Indeed, just like the craft beer industry, the gig economy is booming and here to stay. Just four years ago, there were approximately 75,000 workers in the gig economy. That number has exploded and will continue to do so, since an estimated 19 percent of the current workforce engages in project-based work. And in just 10 years, that number is expected to balloon to 66 percent. Meanwhile, the number of workers in traditional 9 a.m. to 5 p.m. jobs is expected to decline from 86 percent to 60 percent during the same time span. Many people will work in both economies, while others will leave the established model behind entirely.
So, what are the driving forces behind this revolution? For one, consumer demand for ultra-convenient services has pumped hundreds of billions of dollars into this burgeoning economy. Millennials — who, like the craft beer industry, make up a massive portion of the gig workforce — love it because of the flexibility and the freedom it provides when compared to a traditional career. And gig companies, which have been treating gig workers as independent contractors, are saving tons of cash by avoiding payroll taxes, health insurance, office space and training.

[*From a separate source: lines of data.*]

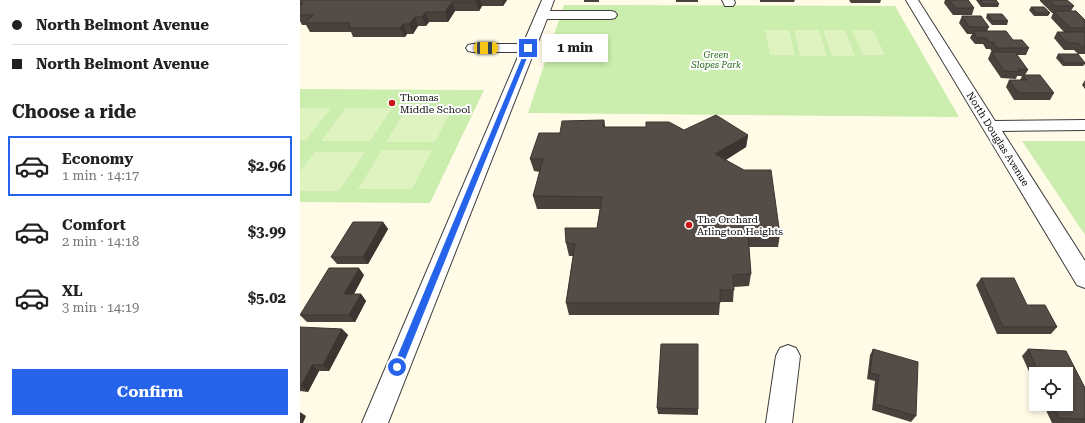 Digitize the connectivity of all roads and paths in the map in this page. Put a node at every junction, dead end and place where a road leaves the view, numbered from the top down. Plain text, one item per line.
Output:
1 (912, 0) edge
2 (545, 8) edge
3 (611, 15) dead end
4 (473, 48) dead end
5 (528, 48) junction
6 (990, 126) junction
7 (1085, 126) edge
8 (1085, 279) edge
9 (788, 356) dead end
10 (375, 423) edge
11 (779, 423) edge

1 - 6 street, North Douglas Avenue
2 - 3 street
2 - 5 street
4 - 5 street
5 - 10 street
6 - 7 street
6 - 8 street, North Douglas Avenue
9 - 11 street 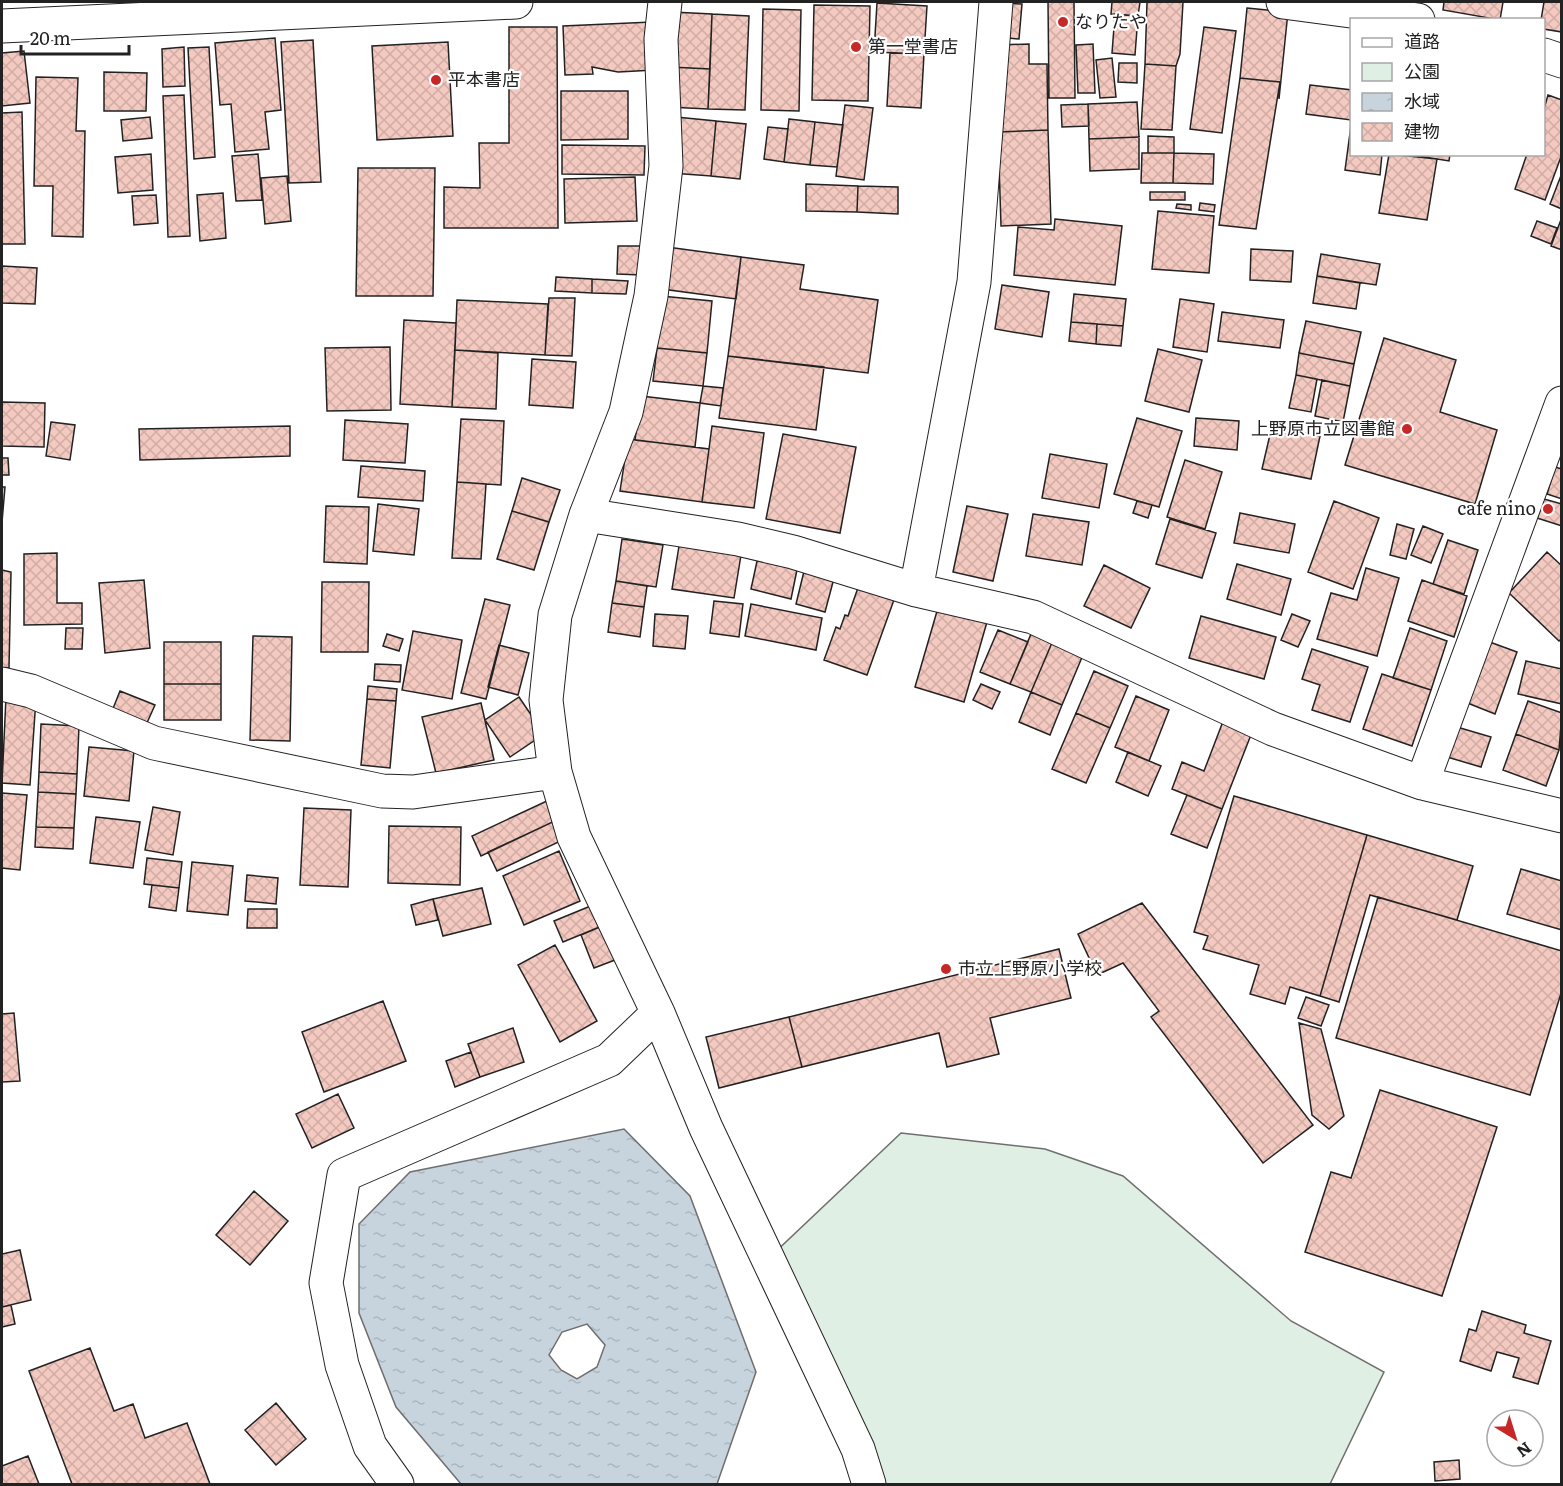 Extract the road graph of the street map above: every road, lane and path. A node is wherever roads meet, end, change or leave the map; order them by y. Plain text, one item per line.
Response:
1 (516, 2) edge
2 (665, 2) edge
3 (996, 2) edge
4 (1283, 2) edge
5 (1403, 18) edge
6 (2, 26) edge
7 (1545, 56) edge
8 (1562, 61) edge
9 (1562, 403) edge
10 (586, 515) junction
11 (916, 590) junction
12 (2, 684) edge
13 (555, 772) junction
14 (1422, 783) junction
15 (1562, 816) edge
16 (658, 1013) junction
17 (397, 1485) edge
18 (869, 1485) edge

1 - 6 main road
2 - 10 main road
3 - 11 main road
4 - 5 main road
7 - 8 main road
9 - 14 main road
10 - 11 main road
10 - 13 main road
11 - 14 main road
12 - 13 main road
13 - 16 main road
14 - 15 main road
16 - 17 main road
16 - 18 main road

But with drastic changes come the inevitable uncertainty and risk. By far the biggest challenge facing the gig economy is how to appropriately classify gig workers: are they truly independent contractors, or are they actually employees? This is not always an easy answer, as even traditional employers often mistakenly classify workers as independent contractors when they should be employees due to the amount of control exercised over the worker. That error can turn into a legal nightmare. For example, Uber recently tried to settle a misclassification lawsuit for $100 million before that amount was rejected by a federal judge.
So what’s the solution for gig companies that don’t want to pay taxes for “employees” that they may never see or tell when to show up for work? That remains to be seen, as courts and legislatures grapple with this very issue, but it is possible that a third category of workers will emerge: the “dependent contractor,” which could create some middle ground between the competing interests of the gig worker, the gig company and the government’s interest in regulations and taxes.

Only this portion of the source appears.